Any suggestions on this?
-rw-r--r-- 1 farrell casa 726 Jul 7 01:20 workarea/HG002/chr4/048000001-049000000.vcf.gz.tbi
-rw-r--r-- 1 farrell casa 2.8M Jul 7 01:20 workarea/HG002/chr4/048000001-049000000.vcf.gz
-rw-r--r-- 1 farrell casa 664 Jul 5 14:56 workarea/HG002/chr4/047000001-048000000.vcf.gz.tbi
-rw-r--r-- 1 farrell casa 2.0M Jul 5 14:56 workarea/HG002/chr4/047000001-048000000.vcf.gz
Hi,
I also occurred this problem before, all chromosmes finished genotyping except one chromosome. I tried to split the variants and ran graphtyper one by one. Maybe you can try. Also, you can check the read depth within this region using samtools tview.
Best, Zhuqing
What type of site should I look for that may cause the high CPU? There is quite a few variants in the region.
Is is high DP,# of multiallelic at site, large size of SV?

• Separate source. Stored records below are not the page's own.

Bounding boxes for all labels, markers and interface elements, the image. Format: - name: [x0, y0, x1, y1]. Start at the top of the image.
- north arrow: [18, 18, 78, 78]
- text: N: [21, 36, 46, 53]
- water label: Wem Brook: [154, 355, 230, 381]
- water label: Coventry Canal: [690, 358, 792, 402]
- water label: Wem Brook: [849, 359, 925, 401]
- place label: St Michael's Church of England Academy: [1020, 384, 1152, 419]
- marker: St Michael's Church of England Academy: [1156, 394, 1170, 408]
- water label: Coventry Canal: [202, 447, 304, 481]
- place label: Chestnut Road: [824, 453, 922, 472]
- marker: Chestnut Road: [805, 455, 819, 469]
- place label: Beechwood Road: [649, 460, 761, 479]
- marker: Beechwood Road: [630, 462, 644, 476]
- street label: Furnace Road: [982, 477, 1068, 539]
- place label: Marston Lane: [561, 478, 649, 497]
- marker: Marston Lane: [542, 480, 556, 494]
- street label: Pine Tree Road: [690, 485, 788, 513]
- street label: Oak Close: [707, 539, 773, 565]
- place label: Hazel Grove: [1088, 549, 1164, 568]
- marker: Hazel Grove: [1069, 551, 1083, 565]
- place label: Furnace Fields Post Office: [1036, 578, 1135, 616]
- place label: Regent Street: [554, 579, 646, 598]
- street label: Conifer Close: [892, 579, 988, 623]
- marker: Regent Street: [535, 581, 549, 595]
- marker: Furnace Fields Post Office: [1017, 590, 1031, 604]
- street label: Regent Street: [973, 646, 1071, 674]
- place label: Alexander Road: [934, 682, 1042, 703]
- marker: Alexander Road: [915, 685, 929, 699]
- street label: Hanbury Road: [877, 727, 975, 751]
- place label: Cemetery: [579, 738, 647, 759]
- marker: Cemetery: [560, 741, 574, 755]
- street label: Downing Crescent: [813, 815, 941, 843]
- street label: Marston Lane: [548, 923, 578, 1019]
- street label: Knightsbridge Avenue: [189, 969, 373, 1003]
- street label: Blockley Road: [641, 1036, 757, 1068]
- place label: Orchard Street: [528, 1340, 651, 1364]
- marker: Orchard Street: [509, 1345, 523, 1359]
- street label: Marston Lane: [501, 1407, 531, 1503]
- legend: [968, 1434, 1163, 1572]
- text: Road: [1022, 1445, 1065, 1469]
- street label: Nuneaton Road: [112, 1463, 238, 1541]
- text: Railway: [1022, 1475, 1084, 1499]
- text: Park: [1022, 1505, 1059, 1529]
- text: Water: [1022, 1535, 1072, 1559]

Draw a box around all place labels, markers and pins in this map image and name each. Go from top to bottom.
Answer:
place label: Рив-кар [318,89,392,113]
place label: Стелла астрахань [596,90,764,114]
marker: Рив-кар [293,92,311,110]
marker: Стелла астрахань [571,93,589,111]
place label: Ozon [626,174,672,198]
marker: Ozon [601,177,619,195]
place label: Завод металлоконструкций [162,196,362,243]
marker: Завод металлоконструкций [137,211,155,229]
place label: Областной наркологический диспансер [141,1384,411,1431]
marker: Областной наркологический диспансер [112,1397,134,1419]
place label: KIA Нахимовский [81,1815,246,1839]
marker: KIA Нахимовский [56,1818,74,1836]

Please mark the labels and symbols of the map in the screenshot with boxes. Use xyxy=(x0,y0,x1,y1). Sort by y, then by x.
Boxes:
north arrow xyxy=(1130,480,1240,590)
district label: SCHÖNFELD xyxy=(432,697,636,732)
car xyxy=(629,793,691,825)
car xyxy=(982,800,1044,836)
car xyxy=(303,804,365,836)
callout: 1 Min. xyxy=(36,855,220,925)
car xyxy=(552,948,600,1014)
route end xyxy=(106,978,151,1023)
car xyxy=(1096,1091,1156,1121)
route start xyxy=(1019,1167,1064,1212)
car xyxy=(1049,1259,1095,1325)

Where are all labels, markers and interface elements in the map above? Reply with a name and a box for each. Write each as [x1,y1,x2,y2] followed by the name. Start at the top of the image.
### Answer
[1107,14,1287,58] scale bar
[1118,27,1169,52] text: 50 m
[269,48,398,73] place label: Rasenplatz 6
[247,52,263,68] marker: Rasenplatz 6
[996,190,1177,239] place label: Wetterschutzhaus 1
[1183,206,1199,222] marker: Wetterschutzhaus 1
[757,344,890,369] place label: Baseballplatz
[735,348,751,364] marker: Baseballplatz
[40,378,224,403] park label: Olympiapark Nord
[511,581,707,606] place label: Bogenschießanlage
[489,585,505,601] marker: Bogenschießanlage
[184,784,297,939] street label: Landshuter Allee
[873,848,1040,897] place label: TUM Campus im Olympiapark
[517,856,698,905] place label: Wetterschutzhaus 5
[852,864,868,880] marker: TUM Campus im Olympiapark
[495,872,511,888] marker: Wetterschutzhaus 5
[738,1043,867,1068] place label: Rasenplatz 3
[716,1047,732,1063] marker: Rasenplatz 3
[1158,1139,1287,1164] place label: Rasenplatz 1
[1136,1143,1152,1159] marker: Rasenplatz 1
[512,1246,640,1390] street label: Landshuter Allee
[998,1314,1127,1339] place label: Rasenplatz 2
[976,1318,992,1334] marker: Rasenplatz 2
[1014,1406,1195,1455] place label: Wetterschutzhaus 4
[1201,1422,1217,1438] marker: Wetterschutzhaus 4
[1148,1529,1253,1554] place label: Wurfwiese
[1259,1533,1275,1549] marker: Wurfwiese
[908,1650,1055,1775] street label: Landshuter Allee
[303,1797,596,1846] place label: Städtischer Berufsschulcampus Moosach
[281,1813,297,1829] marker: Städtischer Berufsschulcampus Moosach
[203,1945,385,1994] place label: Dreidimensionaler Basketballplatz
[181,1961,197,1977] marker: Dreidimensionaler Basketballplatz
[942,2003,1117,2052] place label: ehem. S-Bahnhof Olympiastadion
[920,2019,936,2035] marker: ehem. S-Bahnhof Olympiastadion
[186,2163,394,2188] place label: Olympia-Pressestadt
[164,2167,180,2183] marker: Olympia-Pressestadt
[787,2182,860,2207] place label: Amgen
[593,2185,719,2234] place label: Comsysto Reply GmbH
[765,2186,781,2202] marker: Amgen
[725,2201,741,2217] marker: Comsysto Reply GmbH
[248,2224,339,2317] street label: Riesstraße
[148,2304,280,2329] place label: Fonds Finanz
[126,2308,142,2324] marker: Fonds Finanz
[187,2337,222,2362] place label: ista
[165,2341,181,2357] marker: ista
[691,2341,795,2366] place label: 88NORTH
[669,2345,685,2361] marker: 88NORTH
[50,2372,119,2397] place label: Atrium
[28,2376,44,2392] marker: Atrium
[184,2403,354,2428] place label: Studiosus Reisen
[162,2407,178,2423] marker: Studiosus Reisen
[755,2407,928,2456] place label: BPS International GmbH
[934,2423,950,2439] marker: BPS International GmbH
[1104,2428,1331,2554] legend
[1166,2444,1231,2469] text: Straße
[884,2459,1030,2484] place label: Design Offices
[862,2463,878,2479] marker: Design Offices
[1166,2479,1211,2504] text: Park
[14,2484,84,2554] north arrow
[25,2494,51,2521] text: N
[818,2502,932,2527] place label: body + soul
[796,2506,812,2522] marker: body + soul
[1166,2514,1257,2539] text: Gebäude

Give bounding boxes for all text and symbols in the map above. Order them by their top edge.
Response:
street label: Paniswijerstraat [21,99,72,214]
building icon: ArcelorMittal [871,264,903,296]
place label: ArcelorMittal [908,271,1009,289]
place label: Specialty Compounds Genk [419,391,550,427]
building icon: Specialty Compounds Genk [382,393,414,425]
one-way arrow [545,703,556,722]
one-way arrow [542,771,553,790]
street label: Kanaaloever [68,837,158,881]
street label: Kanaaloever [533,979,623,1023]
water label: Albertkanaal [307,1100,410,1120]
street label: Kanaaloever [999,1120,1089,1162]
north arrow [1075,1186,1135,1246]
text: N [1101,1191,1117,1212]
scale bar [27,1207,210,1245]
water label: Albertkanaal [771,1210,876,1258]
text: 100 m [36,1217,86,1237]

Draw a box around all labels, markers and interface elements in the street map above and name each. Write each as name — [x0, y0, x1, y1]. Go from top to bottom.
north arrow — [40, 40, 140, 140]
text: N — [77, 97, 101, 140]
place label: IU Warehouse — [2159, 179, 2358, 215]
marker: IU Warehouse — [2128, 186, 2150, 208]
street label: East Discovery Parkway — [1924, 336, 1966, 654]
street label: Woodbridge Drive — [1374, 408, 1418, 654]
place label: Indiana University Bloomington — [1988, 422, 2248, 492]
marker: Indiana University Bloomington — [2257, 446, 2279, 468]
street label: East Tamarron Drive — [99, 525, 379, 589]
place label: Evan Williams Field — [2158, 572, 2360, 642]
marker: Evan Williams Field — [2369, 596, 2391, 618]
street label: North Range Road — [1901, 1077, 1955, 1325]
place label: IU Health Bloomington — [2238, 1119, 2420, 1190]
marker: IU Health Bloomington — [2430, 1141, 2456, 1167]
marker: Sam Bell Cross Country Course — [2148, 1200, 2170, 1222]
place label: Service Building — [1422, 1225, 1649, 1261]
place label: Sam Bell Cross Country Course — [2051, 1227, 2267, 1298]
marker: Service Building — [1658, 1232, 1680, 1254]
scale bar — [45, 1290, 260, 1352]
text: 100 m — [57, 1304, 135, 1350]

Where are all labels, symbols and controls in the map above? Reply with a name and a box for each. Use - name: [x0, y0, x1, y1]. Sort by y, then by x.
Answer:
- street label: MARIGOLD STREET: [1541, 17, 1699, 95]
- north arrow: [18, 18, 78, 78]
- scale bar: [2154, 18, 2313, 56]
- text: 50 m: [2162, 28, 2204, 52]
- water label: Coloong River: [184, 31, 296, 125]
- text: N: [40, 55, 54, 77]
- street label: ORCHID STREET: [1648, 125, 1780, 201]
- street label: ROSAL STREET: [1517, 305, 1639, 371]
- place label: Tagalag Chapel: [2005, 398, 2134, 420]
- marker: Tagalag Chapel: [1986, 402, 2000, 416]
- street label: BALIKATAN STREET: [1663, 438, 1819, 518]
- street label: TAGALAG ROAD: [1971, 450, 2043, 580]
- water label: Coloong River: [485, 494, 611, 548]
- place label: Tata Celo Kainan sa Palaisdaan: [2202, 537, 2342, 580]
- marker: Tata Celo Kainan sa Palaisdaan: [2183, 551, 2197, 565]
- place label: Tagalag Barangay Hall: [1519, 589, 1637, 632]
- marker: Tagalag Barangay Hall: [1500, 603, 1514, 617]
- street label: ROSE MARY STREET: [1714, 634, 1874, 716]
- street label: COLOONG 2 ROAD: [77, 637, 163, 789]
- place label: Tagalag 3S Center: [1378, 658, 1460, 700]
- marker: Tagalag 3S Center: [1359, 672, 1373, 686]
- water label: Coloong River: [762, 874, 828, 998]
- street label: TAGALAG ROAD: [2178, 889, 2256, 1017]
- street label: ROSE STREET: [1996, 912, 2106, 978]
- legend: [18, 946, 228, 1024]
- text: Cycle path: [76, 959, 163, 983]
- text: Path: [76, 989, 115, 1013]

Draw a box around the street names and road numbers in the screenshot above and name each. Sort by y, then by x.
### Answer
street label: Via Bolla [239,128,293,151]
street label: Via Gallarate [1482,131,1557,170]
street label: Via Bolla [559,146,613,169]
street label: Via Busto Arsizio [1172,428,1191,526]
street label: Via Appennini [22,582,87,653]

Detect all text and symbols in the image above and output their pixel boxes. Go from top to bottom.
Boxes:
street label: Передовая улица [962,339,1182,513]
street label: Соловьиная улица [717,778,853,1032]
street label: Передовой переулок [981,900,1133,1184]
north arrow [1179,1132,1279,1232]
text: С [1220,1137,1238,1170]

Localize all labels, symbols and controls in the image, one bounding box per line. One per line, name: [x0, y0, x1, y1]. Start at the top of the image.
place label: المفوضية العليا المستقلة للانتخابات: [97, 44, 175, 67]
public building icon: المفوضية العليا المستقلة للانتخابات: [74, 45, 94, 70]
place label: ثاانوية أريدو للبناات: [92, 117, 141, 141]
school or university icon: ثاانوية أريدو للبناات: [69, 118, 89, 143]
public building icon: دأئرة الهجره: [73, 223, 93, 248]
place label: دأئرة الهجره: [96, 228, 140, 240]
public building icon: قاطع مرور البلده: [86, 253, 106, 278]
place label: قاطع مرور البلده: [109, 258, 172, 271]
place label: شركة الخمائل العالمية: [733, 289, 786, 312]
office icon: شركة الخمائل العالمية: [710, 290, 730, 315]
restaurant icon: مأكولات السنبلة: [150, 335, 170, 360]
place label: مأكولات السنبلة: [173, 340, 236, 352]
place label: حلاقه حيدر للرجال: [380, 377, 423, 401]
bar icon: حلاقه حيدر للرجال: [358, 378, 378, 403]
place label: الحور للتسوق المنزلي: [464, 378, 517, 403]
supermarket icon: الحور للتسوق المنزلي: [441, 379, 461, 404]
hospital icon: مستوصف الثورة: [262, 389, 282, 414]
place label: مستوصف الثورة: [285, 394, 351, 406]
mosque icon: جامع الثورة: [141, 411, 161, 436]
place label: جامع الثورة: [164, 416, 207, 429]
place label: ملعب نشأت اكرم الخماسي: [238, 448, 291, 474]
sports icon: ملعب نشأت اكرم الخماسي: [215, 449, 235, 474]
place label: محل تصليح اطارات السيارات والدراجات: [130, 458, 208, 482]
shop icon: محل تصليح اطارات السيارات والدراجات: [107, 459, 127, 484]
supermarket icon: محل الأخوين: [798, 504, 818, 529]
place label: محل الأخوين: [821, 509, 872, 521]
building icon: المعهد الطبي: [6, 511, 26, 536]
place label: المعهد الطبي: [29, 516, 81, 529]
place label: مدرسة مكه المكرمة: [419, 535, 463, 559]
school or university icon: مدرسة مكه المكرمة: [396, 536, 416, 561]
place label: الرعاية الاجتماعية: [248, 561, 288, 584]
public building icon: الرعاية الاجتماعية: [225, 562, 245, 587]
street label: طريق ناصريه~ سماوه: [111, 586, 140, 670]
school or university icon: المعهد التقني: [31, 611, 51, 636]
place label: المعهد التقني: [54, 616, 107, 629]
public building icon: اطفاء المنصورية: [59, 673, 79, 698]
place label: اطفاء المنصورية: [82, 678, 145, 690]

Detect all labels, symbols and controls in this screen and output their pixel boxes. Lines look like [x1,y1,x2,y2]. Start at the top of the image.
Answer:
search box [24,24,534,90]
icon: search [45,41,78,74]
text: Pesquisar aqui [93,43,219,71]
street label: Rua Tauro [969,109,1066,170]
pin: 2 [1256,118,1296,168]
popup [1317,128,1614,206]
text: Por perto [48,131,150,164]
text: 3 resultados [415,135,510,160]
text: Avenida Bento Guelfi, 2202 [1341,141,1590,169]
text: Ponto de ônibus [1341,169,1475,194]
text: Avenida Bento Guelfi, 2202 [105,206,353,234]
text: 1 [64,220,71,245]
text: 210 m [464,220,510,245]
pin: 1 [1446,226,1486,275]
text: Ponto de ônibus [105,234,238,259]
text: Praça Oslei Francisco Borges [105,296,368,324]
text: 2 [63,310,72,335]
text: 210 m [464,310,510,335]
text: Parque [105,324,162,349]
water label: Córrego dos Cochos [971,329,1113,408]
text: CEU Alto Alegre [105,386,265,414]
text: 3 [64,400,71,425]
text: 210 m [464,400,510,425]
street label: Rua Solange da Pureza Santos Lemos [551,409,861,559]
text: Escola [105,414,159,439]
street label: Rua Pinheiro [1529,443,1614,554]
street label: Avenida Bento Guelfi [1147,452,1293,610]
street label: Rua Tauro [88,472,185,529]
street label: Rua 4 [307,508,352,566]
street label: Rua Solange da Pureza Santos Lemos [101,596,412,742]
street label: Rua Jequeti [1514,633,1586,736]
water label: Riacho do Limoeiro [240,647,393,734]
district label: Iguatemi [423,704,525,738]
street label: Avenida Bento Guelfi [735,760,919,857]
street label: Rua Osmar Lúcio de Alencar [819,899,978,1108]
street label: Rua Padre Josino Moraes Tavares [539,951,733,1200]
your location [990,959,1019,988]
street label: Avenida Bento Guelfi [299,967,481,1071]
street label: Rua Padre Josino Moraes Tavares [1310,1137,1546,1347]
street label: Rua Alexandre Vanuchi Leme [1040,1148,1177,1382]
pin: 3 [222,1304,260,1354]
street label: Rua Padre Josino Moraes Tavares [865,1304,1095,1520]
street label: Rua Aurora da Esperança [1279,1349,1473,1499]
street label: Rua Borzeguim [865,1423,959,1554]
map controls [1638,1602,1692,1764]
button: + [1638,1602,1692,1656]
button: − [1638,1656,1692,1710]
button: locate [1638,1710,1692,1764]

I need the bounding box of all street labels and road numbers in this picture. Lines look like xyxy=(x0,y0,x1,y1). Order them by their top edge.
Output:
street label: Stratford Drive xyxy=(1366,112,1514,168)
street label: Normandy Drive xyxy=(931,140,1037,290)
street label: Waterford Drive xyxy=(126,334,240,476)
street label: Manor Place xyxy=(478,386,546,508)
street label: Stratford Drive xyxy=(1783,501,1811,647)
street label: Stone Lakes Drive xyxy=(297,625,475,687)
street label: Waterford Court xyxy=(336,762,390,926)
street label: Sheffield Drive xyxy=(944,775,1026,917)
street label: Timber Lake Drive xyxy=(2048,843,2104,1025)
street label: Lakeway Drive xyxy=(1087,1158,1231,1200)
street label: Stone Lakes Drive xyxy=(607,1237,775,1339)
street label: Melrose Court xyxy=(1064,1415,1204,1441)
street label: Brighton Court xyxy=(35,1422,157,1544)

I would think this is happening in regions that have very high alignment depth. In earlier versions of graphtyper SV genotyping, we had a high coverage downsampling filter but later found out it was having a bad effect on quality so we turned it off.
I realize this is problematic so I will experiment if we can re-enable the filter but make it less aggressive than before.
Best, Hannes
@hannespetur Has there been any progress on testing a downsampling filter that is less aggressive?
I see that issue #58 has described the downsampling filter being tested using --avg_cov_by_readlen.
The --avg_cov_by_readlen option to subsample reads has been added to graphtyper v2.6.1.